Start of Provided records

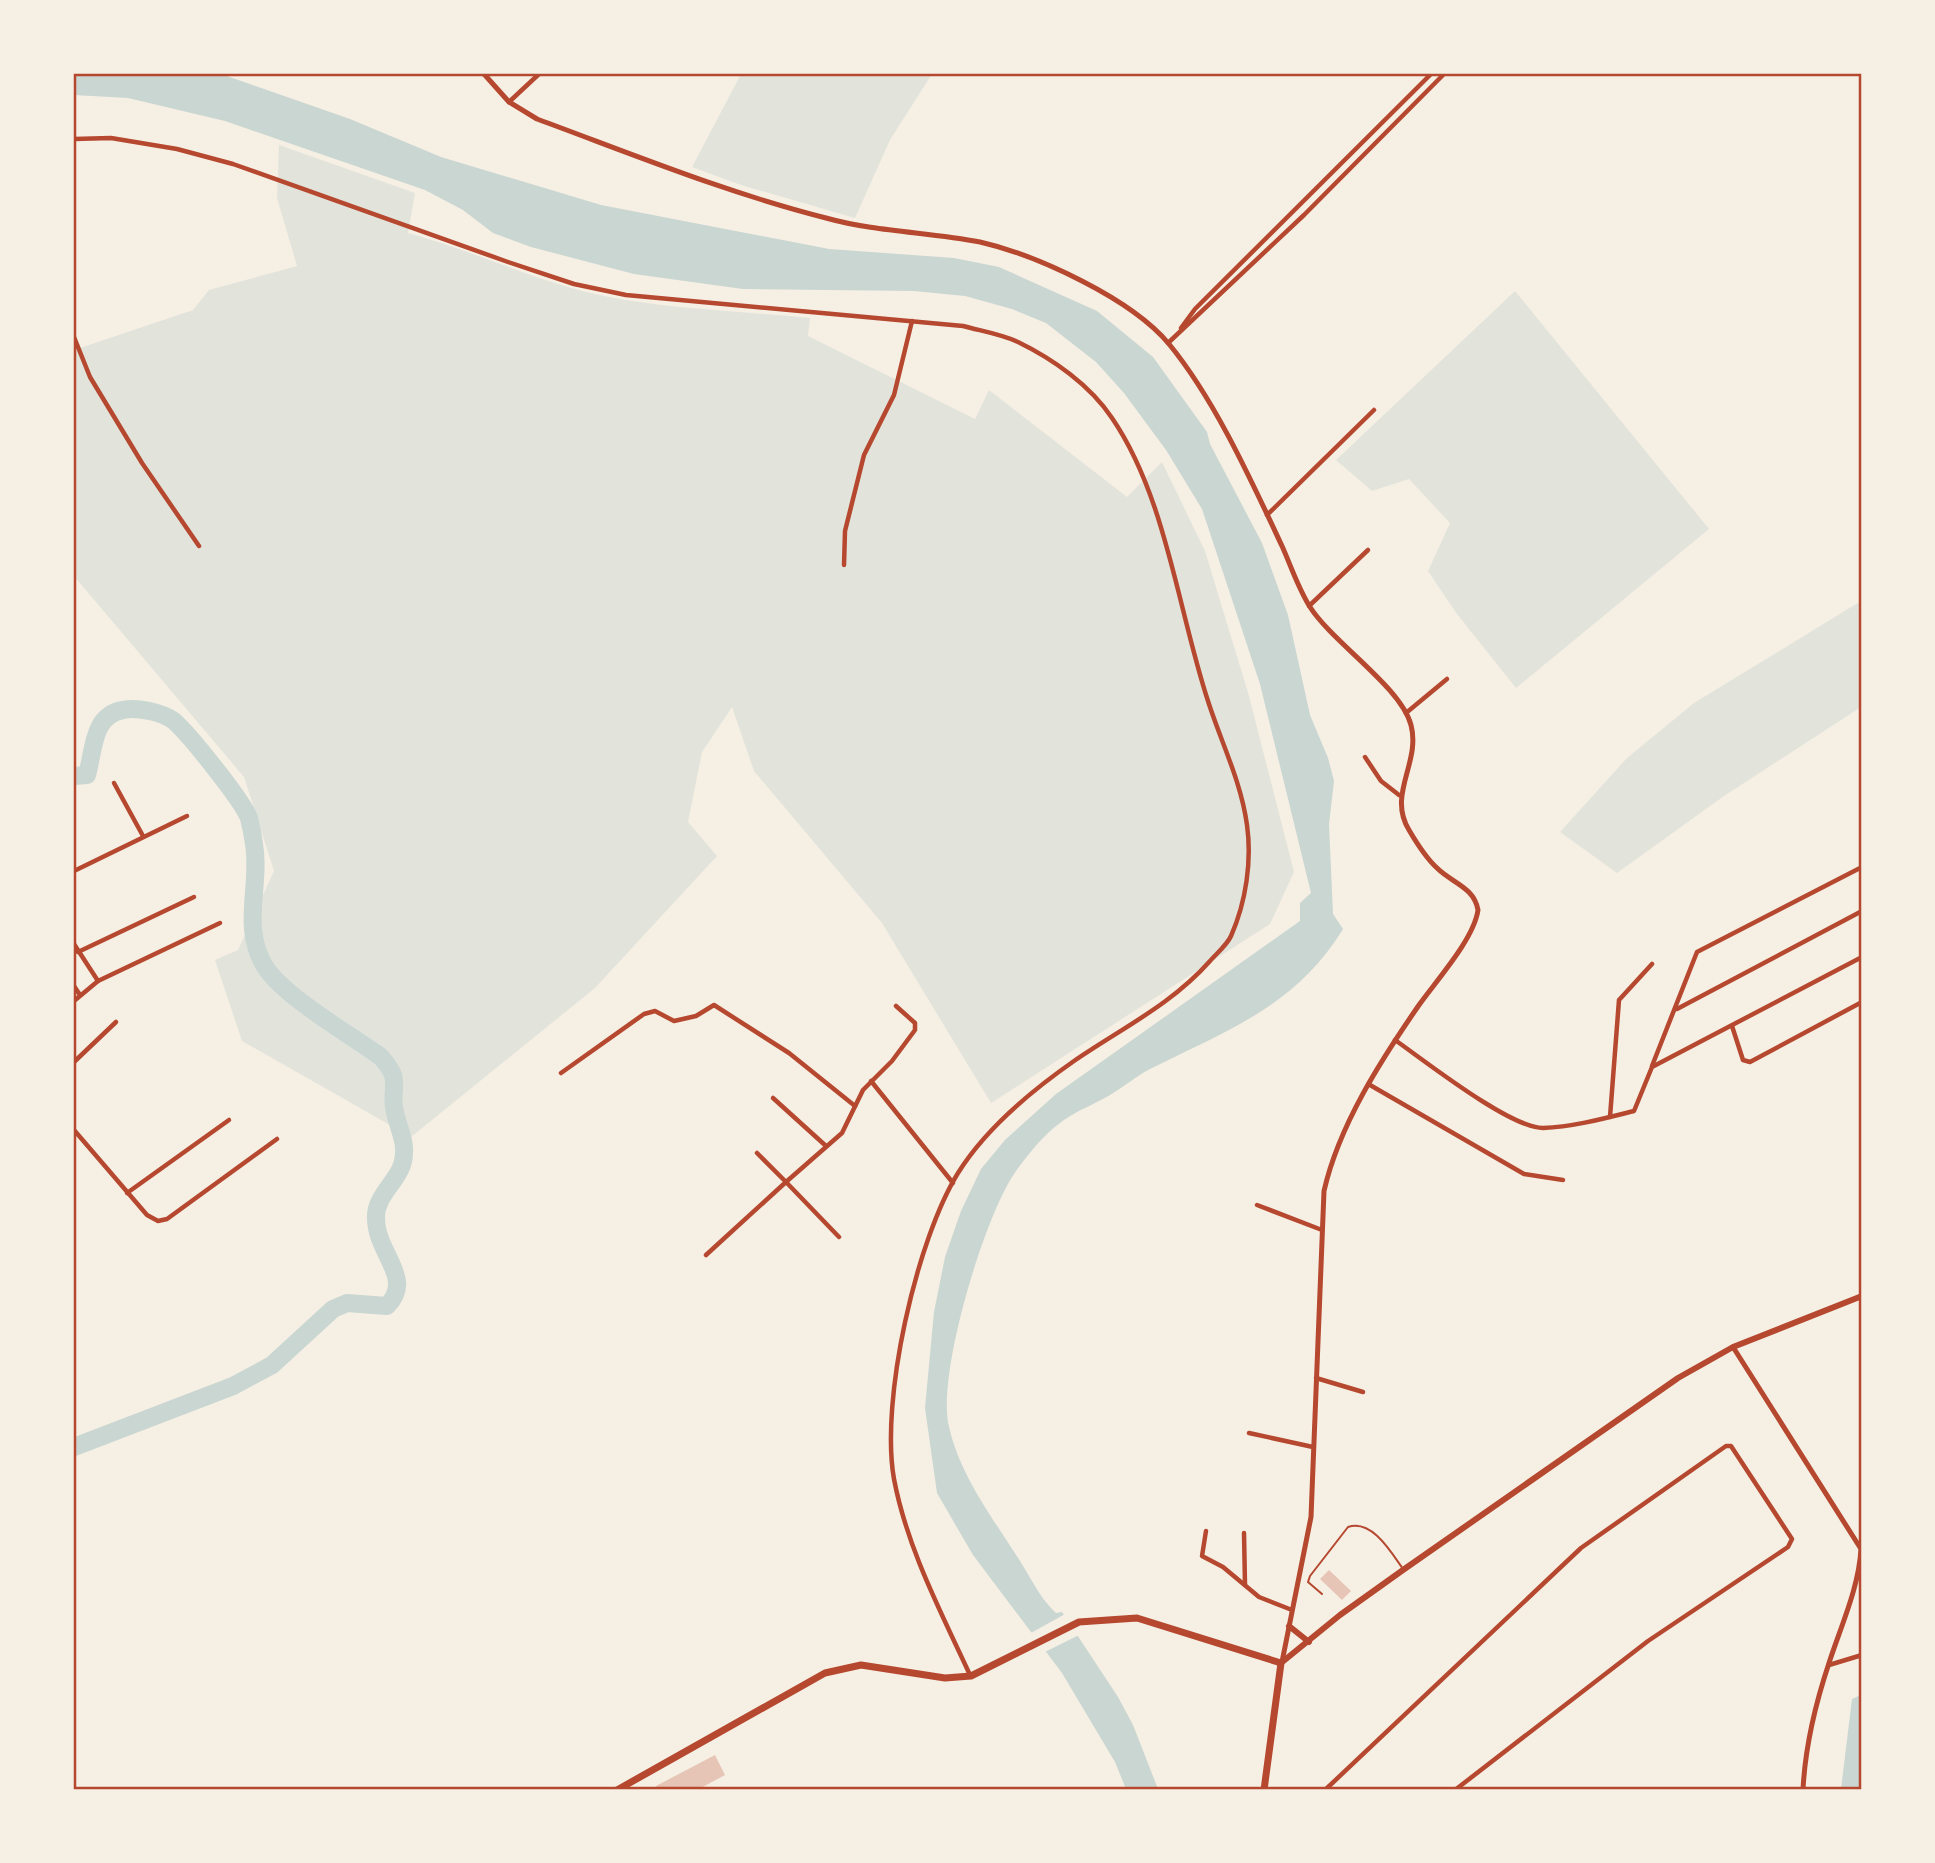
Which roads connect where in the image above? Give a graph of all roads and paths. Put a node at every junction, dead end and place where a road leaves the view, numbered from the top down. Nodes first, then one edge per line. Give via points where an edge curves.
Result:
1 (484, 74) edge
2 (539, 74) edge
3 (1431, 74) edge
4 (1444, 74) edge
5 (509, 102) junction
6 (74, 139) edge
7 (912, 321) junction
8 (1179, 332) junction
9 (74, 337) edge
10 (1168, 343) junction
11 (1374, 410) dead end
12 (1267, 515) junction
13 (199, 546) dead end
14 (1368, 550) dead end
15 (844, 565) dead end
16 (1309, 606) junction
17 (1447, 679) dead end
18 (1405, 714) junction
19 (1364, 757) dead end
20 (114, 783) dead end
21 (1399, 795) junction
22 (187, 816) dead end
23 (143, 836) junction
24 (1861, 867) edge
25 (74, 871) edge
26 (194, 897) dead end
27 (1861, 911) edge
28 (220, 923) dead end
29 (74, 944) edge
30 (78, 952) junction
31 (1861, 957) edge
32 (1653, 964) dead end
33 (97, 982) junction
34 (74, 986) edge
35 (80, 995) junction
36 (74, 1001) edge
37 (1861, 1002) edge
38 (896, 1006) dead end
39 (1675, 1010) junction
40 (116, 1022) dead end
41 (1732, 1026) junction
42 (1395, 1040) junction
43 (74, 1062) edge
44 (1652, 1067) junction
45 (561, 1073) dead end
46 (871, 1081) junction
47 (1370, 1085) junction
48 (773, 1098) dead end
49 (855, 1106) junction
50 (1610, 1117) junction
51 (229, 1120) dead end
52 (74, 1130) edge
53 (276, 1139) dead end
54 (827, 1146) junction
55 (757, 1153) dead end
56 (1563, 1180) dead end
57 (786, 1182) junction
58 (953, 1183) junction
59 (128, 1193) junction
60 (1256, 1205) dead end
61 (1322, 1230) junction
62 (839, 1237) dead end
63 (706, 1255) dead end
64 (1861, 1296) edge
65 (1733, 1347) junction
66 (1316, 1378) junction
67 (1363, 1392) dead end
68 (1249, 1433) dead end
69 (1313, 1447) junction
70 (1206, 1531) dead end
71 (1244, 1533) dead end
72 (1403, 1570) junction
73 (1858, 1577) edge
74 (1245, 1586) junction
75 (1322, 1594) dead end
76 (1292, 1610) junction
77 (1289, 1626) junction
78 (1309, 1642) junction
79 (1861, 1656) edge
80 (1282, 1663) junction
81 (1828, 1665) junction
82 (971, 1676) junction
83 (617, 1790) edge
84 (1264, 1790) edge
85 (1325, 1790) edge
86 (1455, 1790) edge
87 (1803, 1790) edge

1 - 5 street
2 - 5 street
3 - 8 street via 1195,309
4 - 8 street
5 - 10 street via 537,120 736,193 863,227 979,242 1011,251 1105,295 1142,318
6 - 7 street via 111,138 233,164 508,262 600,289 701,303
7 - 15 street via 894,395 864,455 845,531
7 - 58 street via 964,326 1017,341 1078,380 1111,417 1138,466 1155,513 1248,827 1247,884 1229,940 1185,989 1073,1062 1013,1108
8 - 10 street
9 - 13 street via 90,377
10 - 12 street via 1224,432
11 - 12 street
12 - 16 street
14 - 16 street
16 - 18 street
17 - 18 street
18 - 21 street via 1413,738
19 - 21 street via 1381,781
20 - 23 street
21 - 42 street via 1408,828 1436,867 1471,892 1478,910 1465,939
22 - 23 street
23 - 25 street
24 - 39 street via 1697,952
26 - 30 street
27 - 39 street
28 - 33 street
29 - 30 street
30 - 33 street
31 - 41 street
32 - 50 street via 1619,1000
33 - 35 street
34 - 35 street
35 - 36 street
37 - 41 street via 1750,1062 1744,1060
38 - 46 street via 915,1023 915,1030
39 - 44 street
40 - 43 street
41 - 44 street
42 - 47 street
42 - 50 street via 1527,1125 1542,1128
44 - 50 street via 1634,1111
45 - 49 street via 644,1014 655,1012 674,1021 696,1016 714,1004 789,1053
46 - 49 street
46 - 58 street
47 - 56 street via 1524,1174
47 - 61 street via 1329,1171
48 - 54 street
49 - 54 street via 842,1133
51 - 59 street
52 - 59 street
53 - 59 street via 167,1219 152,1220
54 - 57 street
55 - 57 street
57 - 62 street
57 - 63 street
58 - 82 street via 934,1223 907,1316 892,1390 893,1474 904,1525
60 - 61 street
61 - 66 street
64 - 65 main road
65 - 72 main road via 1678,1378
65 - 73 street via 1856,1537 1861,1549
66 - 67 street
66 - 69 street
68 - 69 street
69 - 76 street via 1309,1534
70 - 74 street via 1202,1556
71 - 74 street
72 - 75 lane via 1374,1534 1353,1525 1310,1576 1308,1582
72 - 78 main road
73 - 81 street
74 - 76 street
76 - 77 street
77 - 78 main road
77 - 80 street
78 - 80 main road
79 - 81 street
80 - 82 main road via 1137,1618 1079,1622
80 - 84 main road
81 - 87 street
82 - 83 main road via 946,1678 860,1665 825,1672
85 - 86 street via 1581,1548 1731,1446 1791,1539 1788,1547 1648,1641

End of Provided records

Aim of the task: Report every line of the entries that carries the word "road".

Expected output:
Which roads connect where in the image above? Give a graph of all roads and paths. Put a node at every junction, dead end and place where a road leaves the view, numbered from the top down. Nodes first, then one edge per line. Give via points where an edge curves.
64 - 65 main road
65 - 72 main road via 1678,1378
72 - 78 main road
77 - 78 main road
78 - 80 main road
80 - 82 main road via 1137,1618 1079,1622
80 - 84 main road
82 - 83 main road via 946,1678 860,1665 825,1672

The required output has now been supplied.